___ Supplied data

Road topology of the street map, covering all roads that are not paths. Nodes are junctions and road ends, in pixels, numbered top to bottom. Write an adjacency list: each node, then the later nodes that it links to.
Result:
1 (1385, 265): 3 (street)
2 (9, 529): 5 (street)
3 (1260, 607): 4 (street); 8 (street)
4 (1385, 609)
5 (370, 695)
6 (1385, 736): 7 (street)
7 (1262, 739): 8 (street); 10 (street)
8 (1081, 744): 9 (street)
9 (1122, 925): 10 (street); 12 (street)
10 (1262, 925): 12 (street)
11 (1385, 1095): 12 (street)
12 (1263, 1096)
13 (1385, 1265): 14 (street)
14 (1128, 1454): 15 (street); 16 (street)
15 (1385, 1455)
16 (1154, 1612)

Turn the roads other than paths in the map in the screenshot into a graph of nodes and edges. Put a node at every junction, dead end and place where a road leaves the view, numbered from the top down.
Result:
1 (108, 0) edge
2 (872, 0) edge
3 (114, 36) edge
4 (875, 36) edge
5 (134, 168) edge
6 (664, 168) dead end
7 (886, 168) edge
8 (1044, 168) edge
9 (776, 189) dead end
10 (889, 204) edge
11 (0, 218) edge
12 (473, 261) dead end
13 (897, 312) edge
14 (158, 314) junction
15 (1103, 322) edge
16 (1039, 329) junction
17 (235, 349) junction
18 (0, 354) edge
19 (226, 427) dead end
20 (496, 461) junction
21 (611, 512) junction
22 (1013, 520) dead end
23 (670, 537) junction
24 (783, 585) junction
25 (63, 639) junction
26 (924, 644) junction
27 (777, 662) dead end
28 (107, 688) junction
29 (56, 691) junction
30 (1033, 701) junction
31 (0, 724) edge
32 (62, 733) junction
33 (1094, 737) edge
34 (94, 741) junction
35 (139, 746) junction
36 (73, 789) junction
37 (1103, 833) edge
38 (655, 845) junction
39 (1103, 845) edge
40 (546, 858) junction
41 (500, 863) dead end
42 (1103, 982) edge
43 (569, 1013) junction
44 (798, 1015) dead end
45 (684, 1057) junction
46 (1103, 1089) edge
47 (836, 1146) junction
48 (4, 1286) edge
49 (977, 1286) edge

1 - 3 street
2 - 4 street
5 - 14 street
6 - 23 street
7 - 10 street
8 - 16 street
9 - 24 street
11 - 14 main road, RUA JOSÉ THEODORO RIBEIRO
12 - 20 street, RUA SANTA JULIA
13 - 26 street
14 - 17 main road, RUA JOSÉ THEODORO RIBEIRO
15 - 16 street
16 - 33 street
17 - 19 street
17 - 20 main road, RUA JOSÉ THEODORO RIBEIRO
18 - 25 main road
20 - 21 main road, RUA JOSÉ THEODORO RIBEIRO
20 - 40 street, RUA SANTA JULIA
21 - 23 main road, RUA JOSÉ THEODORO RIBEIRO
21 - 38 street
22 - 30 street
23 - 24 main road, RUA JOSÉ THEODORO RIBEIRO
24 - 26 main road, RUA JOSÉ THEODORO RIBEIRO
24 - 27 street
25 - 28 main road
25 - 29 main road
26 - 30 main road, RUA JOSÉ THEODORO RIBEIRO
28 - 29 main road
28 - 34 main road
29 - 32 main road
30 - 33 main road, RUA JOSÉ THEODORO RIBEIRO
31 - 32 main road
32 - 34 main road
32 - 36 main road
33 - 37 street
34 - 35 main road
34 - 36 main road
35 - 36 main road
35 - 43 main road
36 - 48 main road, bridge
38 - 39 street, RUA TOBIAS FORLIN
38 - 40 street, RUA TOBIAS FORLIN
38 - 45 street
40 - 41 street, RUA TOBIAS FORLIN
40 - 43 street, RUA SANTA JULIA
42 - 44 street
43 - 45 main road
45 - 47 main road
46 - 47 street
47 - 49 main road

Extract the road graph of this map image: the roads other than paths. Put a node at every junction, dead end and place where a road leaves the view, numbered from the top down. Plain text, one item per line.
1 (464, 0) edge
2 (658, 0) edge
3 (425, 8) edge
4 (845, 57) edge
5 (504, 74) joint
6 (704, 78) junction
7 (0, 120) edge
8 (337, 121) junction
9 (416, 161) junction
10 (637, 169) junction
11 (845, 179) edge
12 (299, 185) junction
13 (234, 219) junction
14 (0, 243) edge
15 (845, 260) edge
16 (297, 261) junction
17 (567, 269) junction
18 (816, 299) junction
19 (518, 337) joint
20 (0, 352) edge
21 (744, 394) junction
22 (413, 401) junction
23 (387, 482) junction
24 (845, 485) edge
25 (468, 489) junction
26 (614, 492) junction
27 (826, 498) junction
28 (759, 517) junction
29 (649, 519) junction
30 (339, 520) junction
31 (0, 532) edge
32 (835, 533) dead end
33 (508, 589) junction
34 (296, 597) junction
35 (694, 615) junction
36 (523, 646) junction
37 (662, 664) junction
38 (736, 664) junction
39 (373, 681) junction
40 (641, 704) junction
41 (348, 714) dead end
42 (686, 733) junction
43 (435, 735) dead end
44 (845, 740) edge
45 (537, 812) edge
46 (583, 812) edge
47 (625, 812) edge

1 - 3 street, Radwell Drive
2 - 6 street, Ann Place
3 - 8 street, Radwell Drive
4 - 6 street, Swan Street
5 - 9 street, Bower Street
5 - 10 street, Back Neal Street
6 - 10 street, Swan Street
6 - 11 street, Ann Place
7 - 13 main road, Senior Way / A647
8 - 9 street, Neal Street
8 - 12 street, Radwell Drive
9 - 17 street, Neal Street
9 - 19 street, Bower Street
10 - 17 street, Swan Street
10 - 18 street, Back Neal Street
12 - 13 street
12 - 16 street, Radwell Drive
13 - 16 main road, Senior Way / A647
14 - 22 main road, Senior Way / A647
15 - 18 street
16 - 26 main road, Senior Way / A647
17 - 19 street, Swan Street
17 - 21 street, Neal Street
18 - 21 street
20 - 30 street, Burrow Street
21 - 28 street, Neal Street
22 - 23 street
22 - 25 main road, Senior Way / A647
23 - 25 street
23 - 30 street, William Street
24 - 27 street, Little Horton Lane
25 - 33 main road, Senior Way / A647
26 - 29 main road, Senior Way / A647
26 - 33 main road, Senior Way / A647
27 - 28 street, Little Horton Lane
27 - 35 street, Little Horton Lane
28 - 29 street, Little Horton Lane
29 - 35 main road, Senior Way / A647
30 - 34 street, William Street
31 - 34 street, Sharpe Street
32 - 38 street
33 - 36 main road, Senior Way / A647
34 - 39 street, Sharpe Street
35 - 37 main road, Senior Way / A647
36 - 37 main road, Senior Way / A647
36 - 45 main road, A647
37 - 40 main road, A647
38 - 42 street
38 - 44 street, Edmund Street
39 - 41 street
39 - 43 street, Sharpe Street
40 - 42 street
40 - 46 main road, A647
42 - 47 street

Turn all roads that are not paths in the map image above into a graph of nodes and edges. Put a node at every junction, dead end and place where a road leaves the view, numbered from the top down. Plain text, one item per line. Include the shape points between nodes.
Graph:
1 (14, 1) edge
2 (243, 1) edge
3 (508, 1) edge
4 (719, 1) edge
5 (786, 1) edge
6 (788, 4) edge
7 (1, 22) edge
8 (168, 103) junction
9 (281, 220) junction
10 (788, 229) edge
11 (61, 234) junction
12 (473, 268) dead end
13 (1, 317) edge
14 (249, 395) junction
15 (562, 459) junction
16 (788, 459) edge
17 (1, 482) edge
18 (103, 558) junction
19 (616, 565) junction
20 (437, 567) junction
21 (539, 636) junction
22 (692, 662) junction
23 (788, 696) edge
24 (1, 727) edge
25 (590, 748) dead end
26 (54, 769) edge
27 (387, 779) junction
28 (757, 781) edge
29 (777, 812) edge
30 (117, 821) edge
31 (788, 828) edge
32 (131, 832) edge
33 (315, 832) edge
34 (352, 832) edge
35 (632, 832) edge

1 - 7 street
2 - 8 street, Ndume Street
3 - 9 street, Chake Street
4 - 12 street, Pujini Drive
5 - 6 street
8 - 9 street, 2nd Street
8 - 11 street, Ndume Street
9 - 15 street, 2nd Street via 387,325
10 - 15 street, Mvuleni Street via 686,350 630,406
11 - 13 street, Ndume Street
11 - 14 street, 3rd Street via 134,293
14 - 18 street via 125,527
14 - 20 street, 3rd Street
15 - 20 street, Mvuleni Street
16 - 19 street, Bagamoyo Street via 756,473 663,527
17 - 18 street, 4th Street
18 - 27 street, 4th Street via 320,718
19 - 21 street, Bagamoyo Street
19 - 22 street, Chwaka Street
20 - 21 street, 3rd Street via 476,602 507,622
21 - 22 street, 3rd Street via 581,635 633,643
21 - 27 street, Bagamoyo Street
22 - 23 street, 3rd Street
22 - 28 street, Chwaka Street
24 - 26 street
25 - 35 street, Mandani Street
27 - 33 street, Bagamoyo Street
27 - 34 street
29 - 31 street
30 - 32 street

______

What the answer needs is every line from the data above with "Radwell" in it.

| Result below |
1 - 3 street, Radwell Drive
3 - 8 street, Radwell Drive
8 - 12 street, Radwell Drive
12 - 16 street, Radwell Drive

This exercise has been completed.